Reproduce each record exactly, but exclude every picture.
Top of Provided records
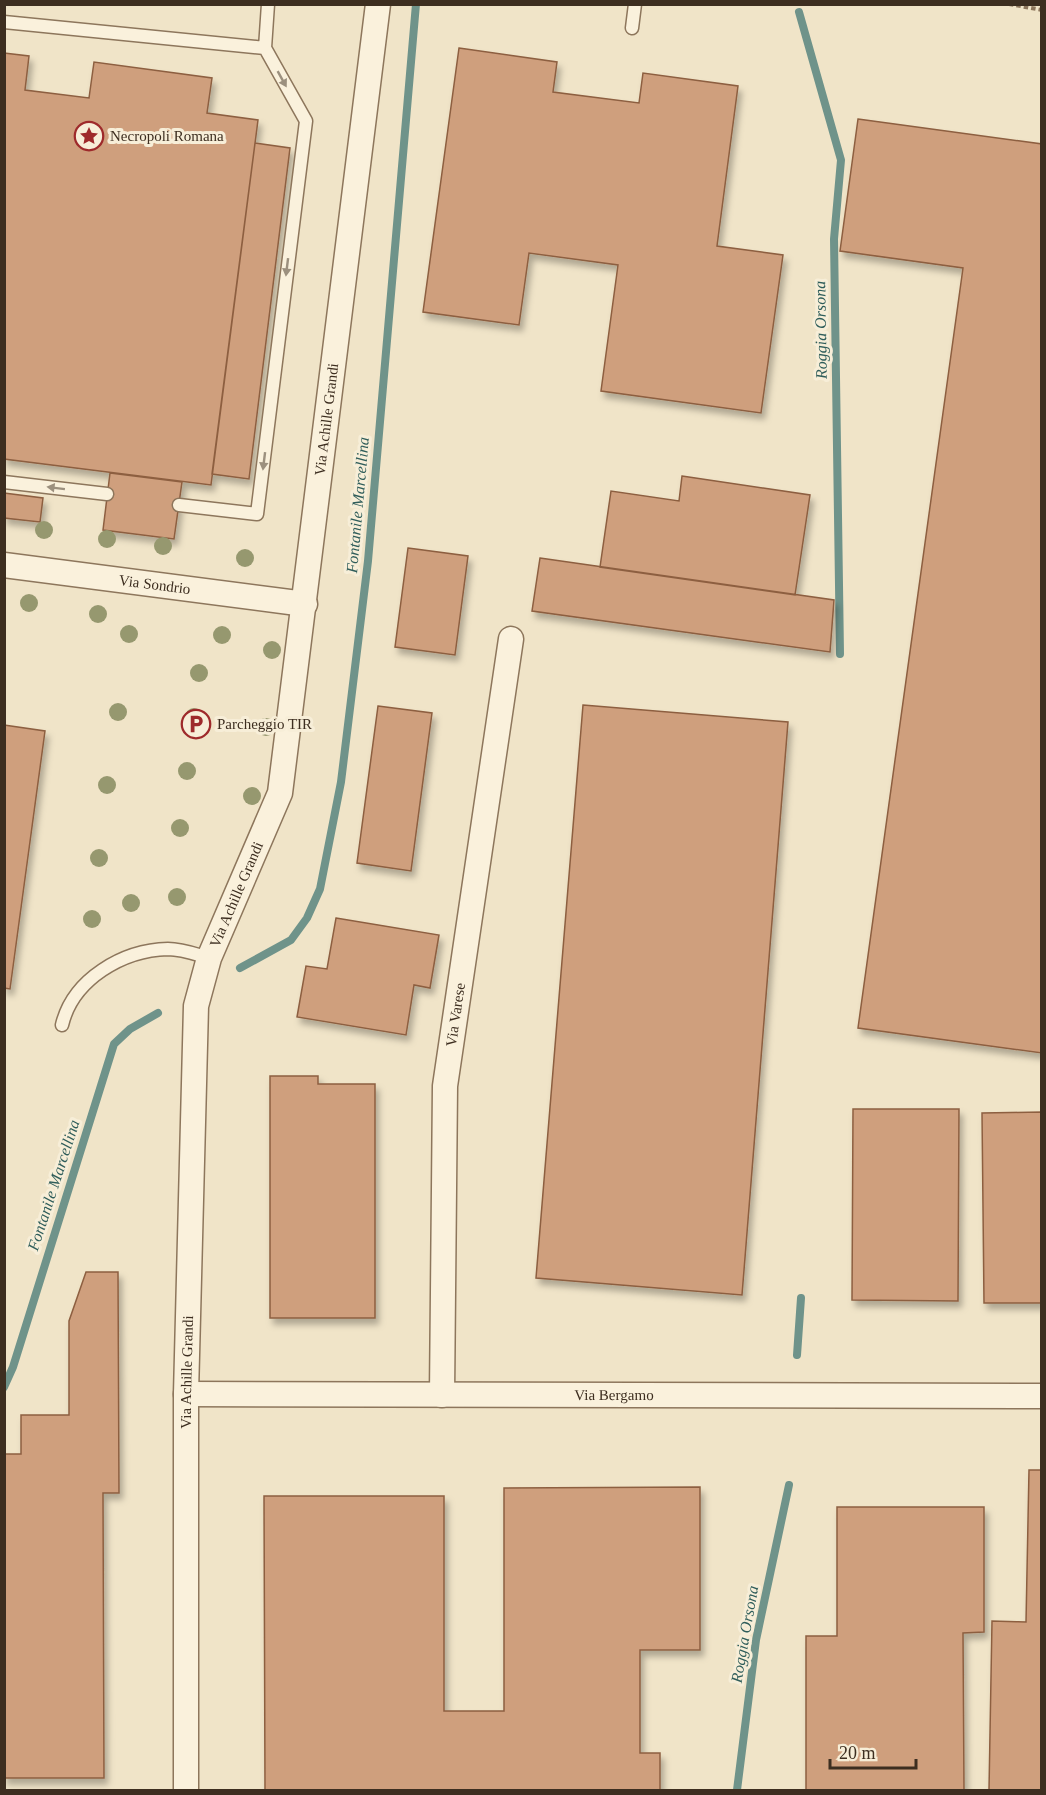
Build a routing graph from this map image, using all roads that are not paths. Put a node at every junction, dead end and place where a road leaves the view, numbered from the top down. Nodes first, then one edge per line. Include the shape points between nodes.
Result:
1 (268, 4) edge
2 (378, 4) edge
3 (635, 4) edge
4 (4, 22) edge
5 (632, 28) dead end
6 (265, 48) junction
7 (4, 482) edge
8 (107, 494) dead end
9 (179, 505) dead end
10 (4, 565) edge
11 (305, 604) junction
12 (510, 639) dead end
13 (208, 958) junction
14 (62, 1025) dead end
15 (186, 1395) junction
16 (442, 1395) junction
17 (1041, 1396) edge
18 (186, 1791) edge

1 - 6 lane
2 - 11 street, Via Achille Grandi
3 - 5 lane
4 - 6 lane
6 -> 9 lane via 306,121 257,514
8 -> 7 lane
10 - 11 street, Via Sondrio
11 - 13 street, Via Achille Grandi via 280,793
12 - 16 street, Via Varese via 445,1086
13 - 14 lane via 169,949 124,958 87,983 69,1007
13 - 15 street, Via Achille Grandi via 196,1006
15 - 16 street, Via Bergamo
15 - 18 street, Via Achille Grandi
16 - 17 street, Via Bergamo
Bottom of Provided records
Solution for this exercise -
Build a routing graph from this map image, using all roads that are not paths. Put a node at every junction, dead end and place where a road leaves the view, numbered from the top down. Nodes first, then one edge per line. Include the shape points between nodes.
Result:
1 (268, 4) edge
2 (378, 4) edge
3 (635, 4) edge
4 (4, 22) edge
5 (632, 28) dead end
6 (265, 48) junction
7 (4, 482) edge
8 (107, 494) dead end
9 (179, 505) dead end
10 (4, 565) edge
11 (305, 604) junction
12 (510, 639) dead end
13 (208, 958) junction
14 (62, 1025) dead end
15 (186, 1395) junction
16 (442, 1395) junction
17 (1041, 1396) edge
18 (186, 1791) edge

1 - 6 lane
2 - 11 street, Via Achille Grandi
3 - 5 lane
4 - 6 lane
6 -> 9 lane via 306,121 257,514
8 -> 7 lane
10 - 11 street, Via Sondrio
11 - 13 street, Via Achille Grandi via 280,793
12 - 16 street, Via Varese via 445,1086
13 - 14 lane via 169,949 124,958 87,983 69,1007
13 - 15 street, Via Achille Grandi via 196,1006
15 - 16 street, Via Bergamo
15 - 18 street, Via Achille Grandi
16 - 17 street, Via Bergamo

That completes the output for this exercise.